■ **Collected data**:

- Opening Delimiter -

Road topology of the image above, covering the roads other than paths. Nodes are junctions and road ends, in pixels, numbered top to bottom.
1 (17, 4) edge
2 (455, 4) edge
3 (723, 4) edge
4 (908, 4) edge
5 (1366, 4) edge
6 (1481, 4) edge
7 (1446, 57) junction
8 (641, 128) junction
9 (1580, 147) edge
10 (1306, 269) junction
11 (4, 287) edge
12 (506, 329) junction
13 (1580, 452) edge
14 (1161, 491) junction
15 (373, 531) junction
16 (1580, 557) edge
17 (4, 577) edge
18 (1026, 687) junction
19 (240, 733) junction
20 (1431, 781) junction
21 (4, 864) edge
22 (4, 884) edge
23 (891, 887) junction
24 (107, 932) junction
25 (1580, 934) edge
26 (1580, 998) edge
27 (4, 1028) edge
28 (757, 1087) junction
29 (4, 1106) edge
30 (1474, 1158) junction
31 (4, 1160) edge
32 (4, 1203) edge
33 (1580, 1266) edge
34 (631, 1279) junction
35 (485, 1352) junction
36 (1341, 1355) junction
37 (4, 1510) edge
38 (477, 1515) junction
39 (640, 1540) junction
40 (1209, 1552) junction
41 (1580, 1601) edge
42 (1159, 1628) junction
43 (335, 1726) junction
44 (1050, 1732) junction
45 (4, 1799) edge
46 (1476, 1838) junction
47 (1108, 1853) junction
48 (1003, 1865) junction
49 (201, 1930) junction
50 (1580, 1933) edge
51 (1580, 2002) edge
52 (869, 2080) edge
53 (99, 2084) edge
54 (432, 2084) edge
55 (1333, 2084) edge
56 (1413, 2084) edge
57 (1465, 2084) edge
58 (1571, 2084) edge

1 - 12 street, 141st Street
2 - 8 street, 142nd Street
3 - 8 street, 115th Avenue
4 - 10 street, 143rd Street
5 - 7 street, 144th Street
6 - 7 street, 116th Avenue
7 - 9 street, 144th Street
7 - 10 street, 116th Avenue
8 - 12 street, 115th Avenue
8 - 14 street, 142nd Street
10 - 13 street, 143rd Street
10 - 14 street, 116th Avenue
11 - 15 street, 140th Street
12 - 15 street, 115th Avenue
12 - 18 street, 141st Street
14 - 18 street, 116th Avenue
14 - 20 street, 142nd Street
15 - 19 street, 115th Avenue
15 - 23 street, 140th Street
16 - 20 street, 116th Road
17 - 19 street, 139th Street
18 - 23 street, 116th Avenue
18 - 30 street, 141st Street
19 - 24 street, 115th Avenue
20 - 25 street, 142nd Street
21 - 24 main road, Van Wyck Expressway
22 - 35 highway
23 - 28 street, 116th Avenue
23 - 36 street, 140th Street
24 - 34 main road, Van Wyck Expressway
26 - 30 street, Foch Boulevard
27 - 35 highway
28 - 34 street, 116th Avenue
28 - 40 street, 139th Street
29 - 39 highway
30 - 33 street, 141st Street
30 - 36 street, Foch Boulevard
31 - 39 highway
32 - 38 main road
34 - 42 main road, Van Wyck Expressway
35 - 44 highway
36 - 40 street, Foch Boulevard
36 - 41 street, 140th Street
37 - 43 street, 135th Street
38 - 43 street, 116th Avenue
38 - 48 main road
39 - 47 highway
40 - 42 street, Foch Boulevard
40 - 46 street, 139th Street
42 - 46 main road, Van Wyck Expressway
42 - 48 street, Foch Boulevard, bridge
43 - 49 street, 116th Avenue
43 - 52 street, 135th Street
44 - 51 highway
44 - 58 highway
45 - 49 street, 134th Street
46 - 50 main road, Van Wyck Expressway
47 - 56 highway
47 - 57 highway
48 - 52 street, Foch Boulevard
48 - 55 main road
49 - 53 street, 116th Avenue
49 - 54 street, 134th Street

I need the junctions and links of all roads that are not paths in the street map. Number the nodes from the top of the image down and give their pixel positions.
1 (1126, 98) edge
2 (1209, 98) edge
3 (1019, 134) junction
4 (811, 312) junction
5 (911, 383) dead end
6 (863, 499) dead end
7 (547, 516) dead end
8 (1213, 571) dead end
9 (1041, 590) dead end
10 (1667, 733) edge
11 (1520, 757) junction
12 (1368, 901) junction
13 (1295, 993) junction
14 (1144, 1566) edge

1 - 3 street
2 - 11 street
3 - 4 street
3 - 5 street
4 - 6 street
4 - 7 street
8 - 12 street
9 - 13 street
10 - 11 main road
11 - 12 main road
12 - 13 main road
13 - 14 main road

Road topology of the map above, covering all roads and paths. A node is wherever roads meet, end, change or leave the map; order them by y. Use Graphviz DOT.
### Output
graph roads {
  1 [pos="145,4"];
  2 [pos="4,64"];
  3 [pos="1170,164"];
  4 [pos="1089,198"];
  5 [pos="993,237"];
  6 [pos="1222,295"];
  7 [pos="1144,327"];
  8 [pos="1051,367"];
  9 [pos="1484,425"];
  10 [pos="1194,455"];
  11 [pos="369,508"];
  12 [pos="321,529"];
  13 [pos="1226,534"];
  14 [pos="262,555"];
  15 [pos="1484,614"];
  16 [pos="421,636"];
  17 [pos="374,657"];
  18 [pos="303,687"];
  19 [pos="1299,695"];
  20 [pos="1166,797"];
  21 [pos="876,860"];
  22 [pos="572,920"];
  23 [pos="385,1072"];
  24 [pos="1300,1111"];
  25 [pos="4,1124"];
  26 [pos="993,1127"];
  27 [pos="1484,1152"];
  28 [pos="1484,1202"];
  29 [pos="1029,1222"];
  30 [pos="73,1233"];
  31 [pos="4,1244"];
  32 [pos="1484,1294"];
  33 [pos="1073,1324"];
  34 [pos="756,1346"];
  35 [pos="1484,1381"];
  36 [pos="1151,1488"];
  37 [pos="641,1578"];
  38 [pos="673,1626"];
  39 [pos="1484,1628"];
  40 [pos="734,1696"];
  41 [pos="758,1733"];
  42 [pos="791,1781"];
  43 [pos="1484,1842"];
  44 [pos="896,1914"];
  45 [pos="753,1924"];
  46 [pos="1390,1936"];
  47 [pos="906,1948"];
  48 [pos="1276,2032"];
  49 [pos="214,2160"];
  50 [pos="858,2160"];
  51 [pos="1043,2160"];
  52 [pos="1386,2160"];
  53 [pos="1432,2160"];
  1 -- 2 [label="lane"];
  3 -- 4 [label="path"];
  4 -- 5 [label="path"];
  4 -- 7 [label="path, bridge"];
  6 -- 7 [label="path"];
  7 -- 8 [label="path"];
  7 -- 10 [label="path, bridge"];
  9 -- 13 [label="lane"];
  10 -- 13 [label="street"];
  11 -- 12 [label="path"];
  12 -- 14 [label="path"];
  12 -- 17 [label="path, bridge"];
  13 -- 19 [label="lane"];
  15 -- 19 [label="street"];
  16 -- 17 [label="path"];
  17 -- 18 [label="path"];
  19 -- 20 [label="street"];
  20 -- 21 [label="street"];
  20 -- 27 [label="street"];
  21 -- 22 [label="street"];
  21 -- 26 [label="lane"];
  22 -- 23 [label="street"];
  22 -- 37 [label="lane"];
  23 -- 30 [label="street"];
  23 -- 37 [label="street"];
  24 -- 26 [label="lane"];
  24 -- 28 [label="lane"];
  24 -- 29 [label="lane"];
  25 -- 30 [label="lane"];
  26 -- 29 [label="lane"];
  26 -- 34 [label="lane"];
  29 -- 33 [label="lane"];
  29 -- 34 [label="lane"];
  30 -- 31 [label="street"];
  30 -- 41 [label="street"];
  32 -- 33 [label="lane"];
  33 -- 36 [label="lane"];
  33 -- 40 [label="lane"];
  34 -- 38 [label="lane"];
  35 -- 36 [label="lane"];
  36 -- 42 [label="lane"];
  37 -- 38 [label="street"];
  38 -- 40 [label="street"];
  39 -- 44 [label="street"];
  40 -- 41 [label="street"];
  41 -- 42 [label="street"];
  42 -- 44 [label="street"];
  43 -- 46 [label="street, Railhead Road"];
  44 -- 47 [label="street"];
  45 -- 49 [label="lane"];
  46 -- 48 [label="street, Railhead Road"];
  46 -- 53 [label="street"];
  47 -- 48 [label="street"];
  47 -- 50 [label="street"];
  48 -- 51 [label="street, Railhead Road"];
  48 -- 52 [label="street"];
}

- Closing Delimiter -

■ **Exercise details**:
Examine the records and pull out every line where the string "main" occurs.

■ **Answer box**:
21 - 24 main road, Van Wyck Expressway
24 - 34 main road, Van Wyck Expressway
32 - 38 main road
34 - 42 main road, Van Wyck Expressway
38 - 48 main road
42 - 46 main road, Van Wyck Expressway
46 - 50 main road, Van Wyck Expressway
48 - 55 main road
10 - 11 main road
11 - 12 main road
12 - 13 main road
13 - 14 main road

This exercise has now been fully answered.